Stored data entries
____________________
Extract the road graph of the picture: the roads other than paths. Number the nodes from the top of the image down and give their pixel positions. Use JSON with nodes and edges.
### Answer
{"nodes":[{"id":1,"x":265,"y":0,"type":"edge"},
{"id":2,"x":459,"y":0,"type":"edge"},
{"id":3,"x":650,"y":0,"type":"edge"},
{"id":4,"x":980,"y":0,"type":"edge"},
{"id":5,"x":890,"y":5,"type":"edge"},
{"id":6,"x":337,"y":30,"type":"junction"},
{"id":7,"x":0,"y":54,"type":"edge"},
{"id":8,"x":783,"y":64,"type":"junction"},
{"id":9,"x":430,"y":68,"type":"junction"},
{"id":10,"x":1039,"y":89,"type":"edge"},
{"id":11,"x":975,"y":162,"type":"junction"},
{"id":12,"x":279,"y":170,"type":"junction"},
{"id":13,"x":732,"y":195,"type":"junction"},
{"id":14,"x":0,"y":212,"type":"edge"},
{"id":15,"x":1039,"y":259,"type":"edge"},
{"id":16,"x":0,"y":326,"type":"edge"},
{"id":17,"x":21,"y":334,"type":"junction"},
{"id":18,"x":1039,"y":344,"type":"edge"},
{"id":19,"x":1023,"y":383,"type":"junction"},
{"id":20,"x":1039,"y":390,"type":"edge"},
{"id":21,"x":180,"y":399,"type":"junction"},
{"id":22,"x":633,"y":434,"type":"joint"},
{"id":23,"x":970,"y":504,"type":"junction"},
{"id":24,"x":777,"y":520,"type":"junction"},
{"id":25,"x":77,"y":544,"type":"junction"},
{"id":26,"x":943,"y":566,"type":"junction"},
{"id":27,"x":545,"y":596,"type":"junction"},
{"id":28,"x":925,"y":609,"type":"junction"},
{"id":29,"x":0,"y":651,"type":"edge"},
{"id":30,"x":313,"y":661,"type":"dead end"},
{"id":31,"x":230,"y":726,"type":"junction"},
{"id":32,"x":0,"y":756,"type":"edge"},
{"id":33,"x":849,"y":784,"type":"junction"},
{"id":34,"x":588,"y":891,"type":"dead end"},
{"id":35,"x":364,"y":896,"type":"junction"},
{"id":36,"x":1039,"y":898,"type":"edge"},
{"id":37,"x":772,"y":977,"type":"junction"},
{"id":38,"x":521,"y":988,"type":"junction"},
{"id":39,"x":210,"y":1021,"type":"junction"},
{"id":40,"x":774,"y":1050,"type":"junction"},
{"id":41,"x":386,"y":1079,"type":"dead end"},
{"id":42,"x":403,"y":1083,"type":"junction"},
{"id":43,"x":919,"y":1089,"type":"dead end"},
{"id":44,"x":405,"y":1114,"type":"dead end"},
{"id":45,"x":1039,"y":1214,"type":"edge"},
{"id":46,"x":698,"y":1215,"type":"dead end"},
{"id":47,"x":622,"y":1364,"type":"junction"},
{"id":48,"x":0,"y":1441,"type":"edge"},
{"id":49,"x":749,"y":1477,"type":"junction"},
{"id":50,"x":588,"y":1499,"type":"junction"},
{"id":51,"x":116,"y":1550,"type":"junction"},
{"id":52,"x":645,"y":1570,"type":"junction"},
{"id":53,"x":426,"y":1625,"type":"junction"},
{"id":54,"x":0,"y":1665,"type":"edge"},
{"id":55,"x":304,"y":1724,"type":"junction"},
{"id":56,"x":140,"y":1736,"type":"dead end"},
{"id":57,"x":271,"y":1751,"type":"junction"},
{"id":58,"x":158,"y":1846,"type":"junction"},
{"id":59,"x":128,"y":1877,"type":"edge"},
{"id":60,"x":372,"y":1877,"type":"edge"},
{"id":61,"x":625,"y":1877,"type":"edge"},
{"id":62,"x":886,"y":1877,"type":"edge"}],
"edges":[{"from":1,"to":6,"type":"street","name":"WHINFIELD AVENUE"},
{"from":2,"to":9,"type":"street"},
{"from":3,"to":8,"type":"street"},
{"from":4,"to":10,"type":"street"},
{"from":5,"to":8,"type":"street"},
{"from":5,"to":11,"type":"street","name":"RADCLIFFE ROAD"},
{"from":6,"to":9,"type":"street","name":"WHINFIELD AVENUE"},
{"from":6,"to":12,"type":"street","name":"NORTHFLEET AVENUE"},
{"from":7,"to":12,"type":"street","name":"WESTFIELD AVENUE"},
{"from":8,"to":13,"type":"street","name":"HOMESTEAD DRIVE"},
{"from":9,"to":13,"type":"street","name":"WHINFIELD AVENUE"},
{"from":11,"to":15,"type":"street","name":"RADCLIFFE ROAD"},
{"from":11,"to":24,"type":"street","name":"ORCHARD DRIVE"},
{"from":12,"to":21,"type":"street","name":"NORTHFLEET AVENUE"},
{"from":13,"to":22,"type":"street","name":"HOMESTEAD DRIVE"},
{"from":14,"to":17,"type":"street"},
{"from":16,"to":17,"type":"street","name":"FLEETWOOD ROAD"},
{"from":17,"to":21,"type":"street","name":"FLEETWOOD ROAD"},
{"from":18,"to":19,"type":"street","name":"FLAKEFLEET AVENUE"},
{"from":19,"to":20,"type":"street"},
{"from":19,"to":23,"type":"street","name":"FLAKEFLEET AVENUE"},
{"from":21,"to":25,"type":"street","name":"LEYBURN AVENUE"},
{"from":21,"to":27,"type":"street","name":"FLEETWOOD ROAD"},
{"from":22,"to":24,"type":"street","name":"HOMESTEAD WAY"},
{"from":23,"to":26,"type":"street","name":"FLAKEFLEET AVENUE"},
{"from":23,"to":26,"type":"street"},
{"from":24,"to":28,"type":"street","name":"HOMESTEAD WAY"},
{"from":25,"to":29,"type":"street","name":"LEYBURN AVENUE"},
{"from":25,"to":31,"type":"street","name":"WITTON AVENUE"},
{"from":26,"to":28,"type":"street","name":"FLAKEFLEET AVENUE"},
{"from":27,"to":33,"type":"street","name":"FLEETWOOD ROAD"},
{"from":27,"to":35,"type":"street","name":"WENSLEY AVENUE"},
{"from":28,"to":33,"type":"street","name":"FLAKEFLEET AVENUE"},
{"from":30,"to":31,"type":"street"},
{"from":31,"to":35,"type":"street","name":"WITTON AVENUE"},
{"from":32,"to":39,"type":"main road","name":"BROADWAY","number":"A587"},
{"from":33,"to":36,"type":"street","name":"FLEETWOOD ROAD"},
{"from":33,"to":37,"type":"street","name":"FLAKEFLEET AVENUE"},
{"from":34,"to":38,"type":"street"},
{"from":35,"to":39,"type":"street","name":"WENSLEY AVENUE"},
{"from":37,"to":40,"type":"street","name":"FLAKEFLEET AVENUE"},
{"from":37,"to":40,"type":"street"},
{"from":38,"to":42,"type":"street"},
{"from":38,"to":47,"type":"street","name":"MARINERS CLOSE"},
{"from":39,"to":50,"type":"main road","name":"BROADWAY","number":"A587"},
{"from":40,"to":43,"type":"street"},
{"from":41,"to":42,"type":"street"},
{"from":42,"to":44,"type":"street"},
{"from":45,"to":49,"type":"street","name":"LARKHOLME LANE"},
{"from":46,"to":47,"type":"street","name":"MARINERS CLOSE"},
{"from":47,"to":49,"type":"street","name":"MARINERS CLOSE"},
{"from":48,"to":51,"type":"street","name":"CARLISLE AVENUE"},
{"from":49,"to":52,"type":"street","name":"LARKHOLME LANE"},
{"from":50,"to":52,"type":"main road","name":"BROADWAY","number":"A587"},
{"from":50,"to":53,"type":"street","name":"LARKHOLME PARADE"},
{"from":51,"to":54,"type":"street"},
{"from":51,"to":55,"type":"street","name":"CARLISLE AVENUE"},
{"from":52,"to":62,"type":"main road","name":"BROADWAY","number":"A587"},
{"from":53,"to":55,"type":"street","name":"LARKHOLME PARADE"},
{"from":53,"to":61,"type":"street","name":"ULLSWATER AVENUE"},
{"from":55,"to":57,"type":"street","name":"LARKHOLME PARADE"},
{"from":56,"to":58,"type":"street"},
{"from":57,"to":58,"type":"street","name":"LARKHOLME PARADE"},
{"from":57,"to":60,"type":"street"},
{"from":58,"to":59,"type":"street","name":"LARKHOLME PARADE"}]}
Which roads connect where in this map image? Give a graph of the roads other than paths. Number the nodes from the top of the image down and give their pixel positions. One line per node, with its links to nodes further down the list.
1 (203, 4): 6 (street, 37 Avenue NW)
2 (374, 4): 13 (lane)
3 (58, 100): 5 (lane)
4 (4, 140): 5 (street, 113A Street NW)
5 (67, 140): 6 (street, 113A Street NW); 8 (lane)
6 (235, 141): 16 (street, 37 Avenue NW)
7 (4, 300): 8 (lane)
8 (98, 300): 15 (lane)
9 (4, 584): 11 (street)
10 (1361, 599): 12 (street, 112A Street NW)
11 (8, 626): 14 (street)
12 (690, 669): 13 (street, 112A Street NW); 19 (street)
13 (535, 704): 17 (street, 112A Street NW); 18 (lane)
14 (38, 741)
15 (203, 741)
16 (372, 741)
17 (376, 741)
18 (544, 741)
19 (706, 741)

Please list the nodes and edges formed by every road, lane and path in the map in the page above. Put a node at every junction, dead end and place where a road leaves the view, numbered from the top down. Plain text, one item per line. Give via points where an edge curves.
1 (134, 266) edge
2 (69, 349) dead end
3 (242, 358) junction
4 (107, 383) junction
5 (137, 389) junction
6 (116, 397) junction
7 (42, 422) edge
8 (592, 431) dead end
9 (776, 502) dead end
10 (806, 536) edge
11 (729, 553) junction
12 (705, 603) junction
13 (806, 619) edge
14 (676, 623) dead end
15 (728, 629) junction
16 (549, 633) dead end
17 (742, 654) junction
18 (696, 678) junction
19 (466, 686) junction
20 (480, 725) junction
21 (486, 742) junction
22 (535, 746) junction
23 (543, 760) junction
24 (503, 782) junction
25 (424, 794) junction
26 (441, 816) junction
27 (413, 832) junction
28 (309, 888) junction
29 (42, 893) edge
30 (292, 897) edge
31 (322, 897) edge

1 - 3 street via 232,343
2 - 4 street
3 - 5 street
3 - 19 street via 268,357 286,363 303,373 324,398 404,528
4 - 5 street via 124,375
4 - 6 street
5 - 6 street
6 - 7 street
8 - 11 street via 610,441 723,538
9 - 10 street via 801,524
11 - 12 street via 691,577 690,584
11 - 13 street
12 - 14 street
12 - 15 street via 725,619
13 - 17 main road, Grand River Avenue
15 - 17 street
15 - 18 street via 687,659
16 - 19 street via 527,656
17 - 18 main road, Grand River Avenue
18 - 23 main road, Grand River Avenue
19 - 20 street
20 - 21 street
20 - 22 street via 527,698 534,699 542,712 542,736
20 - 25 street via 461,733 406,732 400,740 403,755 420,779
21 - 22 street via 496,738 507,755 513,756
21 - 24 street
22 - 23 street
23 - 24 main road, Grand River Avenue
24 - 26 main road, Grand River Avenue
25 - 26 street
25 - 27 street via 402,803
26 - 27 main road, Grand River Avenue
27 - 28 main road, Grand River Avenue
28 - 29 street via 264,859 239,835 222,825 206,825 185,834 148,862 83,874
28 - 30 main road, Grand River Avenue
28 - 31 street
____________________
§ WORK INSTRUCTIONS
Find and copy each line above holding "LARKHOLME".

§ SOLUTION FOR THIS EXERCISE
{"from":45,"to":49,"type":"street","name":"LARKHOLME LANE"},
{"from":49,"to":52,"type":"street","name":"LARKHOLME LANE"},
{"from":50,"to":53,"type":"street","name":"LARKHOLME PARADE"},
{"from":53,"to":55,"type":"street","name":"LARKHOLME PARADE"},
{"from":55,"to":57,"type":"street","name":"LARKHOLME PARADE"},
{"from":57,"to":58,"type":"street","name":"LARKHOLME PARADE"},
{"from":58,"to":59,"type":"street","name":"LARKHOLME PARADE"}]}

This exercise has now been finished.